--- Source data ---

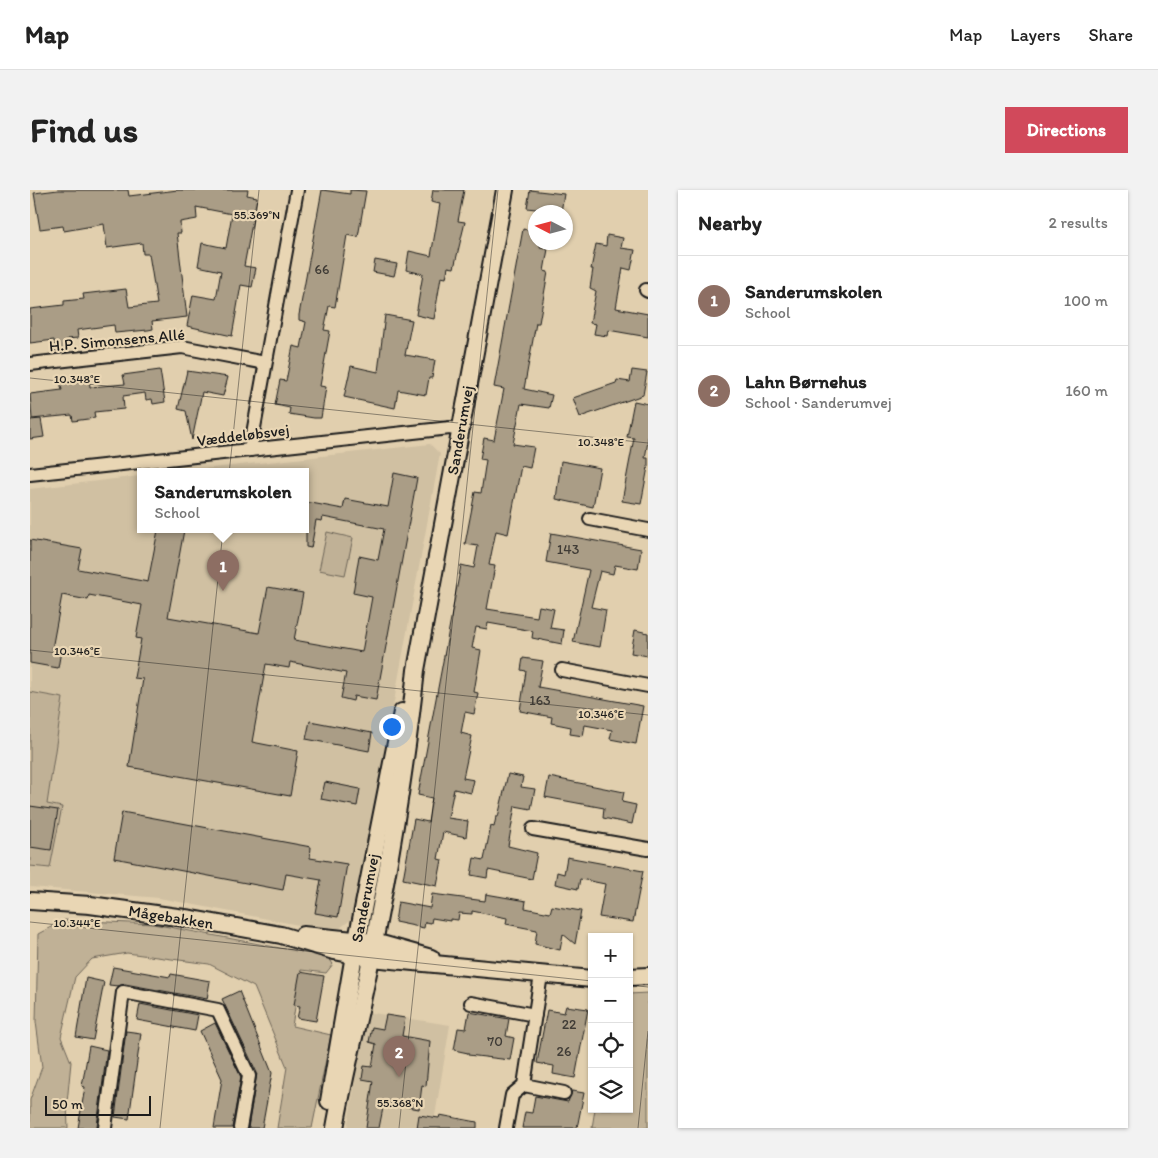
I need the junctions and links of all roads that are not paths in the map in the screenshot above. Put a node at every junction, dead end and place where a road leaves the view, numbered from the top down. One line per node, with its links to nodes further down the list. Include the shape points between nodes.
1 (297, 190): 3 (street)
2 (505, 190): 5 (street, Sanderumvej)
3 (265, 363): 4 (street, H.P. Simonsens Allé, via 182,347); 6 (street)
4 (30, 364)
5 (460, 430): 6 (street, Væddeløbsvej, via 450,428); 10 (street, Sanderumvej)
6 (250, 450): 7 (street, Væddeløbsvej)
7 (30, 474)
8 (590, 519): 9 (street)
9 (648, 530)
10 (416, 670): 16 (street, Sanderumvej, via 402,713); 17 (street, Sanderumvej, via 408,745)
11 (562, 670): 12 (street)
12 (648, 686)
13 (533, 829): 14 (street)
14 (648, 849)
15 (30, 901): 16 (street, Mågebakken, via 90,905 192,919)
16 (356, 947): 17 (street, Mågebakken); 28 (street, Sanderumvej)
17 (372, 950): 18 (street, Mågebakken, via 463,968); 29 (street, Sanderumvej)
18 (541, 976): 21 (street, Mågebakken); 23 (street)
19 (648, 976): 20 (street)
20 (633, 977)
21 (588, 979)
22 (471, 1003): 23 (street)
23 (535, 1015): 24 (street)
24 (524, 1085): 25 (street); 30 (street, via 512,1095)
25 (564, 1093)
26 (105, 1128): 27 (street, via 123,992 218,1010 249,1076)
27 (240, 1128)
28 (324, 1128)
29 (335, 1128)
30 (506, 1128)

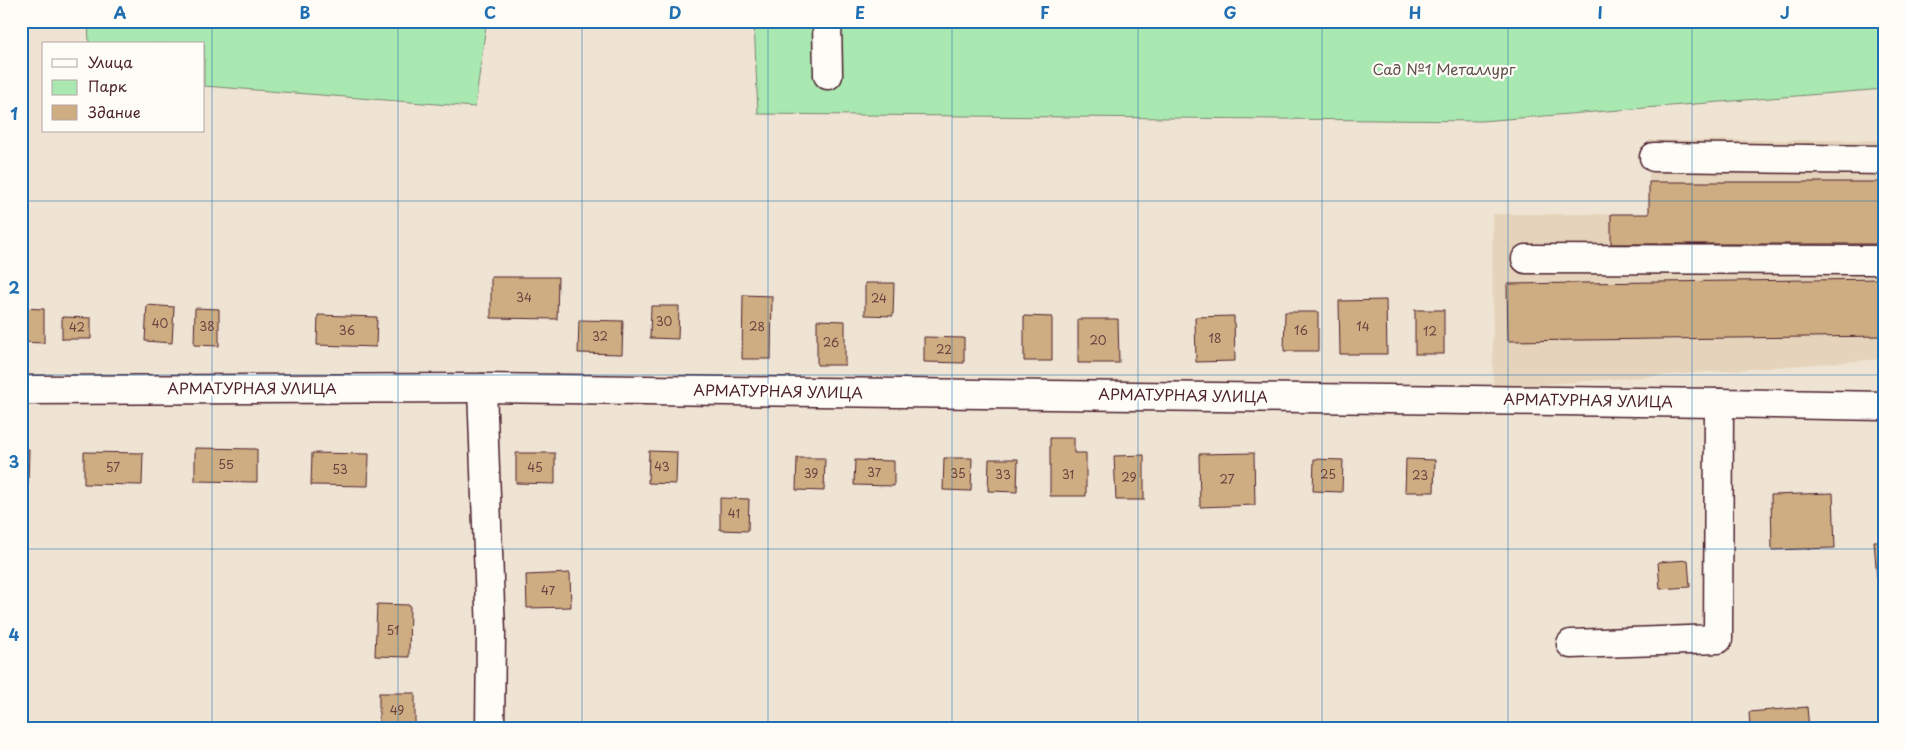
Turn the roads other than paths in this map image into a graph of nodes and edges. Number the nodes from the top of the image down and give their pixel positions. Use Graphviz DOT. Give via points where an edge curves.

---

Exercise description: What is needed is an exact transcription of every entry, minus the pictures.

Result for this exercise:
I need the junctions and links of all roads that are not paths in the map in the screenshot above. Put a node at every junction, dead end and place where a road leaves the view, numbered from the top down. One line per node, with its links to nodes further down the list. Include the shape points between nodes.
1 (297, 190): 3 (street)
2 (505, 190): 5 (street, Sanderumvej)
3 (265, 363): 4 (street, H.P. Simonsens Allé, via 182,347); 6 (street)
4 (30, 364)
5 (460, 430): 6 (street, Væddeløbsvej, via 450,428); 10 (street, Sanderumvej)
6 (250, 450): 7 (street, Væddeløbsvej)
7 (30, 474)
8 (590, 519): 9 (street)
9 (648, 530)
10 (416, 670): 16 (street, Sanderumvej, via 402,713); 17 (street, Sanderumvej, via 408,745)
11 (562, 670): 12 (street)
12 (648, 686)
13 (533, 829): 14 (street)
14 (648, 849)
15 (30, 901): 16 (street, Mågebakken, via 90,905 192,919)
16 (356, 947): 17 (street, Mågebakken); 28 (street, Sanderumvej)
17 (372, 950): 18 (street, Mågebakken, via 463,968); 29 (street, Sanderumvej)
18 (541, 976): 21 (street, Mågebakken); 23 (street)
19 (648, 976): 20 (street)
20 (633, 977)
21 (588, 979)
22 (471, 1003): 23 (street)
23 (535, 1015): 24 (street)
24 (524, 1085): 25 (street); 30 (street, via 512,1095)
25 (564, 1093)
26 (105, 1128): 27 (street, via 123,992 218,1010 249,1076)
27 (240, 1128)
28 (324, 1128)
29 (335, 1128)
30 (506, 1128)

Turn the roads other than paths in this map image into a graph of nodes and edges. Number the nodes from the top of the image down and give their pixel positions. Use Graphviz DOT. Give via points where an edge curves.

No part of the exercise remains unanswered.